MoE-LLaVA by PKU-YuanGroup

Vision-language model research paper using Mixture-of-Experts

Created 2 years ago

2,297 stars

Top 19.6% on SourcePulse

View on GitHub

4 Experts Love This Project

Jiaming Song

Chief Scientist at Luma AI

DevRel at Google DeepMind

Project Summary

MoE-LLaVA introduces a Mixture-of-Experts (MoE) approach to enhance Large Vision-Language Models (LVLMs).
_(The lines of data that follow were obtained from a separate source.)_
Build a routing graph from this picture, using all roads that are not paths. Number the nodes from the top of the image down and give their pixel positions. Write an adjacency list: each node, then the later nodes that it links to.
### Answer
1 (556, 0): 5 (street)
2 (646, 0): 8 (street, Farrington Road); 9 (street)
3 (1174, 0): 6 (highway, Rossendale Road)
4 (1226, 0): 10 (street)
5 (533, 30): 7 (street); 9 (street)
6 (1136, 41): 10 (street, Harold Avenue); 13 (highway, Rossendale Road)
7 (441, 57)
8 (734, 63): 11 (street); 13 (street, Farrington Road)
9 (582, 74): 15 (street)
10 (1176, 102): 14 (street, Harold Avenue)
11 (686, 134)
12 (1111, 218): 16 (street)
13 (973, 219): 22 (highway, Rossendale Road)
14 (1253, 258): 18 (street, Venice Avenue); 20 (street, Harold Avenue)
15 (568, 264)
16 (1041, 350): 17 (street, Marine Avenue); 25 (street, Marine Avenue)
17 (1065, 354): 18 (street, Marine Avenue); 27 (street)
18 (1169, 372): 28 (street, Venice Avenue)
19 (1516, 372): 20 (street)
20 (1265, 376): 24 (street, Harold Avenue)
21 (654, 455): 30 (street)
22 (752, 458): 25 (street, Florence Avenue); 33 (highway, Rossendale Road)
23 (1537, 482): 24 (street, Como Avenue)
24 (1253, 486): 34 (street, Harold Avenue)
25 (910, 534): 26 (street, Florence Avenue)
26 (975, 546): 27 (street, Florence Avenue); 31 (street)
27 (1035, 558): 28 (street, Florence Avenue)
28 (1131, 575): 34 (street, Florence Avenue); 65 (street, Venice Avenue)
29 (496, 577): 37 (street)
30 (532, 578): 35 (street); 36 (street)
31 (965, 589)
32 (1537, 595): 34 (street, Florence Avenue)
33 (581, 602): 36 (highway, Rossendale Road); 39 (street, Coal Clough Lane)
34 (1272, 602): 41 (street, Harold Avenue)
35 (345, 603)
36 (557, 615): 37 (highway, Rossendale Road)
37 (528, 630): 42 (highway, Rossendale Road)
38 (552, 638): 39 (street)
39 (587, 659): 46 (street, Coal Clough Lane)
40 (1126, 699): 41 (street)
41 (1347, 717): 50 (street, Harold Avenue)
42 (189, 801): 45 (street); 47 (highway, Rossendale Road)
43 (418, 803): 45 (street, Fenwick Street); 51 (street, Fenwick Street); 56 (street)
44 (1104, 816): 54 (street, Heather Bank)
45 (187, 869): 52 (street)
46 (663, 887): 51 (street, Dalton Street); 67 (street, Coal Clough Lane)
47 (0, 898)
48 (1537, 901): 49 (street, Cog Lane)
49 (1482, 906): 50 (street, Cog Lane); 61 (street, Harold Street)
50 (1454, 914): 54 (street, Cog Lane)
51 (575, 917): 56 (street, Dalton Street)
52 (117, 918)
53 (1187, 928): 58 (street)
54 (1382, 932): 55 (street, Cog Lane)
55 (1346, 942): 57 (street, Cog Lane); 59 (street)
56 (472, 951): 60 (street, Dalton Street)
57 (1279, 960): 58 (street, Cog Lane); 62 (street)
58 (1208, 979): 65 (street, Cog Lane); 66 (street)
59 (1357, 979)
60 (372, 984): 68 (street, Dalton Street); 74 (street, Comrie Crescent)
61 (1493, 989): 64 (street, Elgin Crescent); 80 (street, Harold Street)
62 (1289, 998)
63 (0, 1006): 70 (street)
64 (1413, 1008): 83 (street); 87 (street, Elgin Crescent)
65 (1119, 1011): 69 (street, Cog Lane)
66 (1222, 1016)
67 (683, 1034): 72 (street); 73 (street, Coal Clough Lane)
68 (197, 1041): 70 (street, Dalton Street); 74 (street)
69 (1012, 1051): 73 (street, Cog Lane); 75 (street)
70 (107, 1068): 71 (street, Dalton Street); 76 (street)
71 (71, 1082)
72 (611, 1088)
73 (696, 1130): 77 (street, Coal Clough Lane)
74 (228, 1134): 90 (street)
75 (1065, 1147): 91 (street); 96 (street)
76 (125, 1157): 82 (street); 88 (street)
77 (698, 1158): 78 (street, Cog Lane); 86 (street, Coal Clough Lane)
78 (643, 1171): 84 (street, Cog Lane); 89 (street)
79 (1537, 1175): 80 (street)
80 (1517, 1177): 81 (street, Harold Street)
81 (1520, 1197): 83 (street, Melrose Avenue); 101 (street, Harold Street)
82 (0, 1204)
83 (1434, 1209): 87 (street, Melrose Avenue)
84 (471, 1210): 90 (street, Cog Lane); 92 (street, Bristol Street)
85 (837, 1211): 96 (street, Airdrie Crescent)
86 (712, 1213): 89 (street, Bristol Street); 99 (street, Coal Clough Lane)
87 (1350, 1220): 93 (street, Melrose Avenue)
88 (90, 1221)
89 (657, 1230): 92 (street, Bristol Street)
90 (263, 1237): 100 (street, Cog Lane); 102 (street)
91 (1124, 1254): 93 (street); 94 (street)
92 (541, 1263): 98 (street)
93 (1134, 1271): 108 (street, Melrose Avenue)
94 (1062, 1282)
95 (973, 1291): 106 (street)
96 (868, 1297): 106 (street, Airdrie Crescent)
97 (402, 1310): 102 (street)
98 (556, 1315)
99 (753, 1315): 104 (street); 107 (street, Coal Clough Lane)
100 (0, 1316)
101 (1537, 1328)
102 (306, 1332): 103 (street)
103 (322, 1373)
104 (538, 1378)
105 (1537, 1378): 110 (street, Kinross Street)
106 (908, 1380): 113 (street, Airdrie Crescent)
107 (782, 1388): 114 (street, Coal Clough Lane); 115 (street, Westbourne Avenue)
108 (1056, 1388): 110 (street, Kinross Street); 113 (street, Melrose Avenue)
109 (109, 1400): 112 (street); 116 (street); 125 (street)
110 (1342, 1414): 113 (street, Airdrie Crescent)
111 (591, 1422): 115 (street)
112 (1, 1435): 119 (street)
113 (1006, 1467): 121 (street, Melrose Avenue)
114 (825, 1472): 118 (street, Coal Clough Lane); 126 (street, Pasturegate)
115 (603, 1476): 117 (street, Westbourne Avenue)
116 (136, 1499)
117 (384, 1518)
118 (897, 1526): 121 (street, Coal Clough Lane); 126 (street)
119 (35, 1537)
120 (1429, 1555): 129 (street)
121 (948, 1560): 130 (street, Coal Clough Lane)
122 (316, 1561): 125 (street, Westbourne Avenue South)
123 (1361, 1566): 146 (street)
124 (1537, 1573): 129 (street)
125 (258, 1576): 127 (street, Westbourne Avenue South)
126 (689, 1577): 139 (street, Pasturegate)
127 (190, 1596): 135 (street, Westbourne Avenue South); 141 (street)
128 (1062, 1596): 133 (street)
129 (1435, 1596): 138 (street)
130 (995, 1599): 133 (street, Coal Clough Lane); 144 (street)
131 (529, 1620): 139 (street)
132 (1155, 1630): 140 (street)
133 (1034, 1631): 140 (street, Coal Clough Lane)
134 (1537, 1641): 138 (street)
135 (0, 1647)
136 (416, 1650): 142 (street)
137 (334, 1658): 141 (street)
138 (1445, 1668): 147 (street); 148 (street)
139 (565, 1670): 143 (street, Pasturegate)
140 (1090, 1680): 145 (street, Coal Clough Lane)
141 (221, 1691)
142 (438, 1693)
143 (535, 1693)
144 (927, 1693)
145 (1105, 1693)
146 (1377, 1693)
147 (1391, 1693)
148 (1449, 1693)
It targets researchers and developers seeking efficient and high-performing multimodal models, offering improved capabilities with sparser parameter activation.

How It Works

MoE-LLaVA integrates a sparse MoE layer into existing vision-language architectures. This allows for selective activation of expert networks based on input, leading to more efficient computation and potentially better performance. The project leverages a simple MoE tuning stage, enabling rapid training on modest hardware.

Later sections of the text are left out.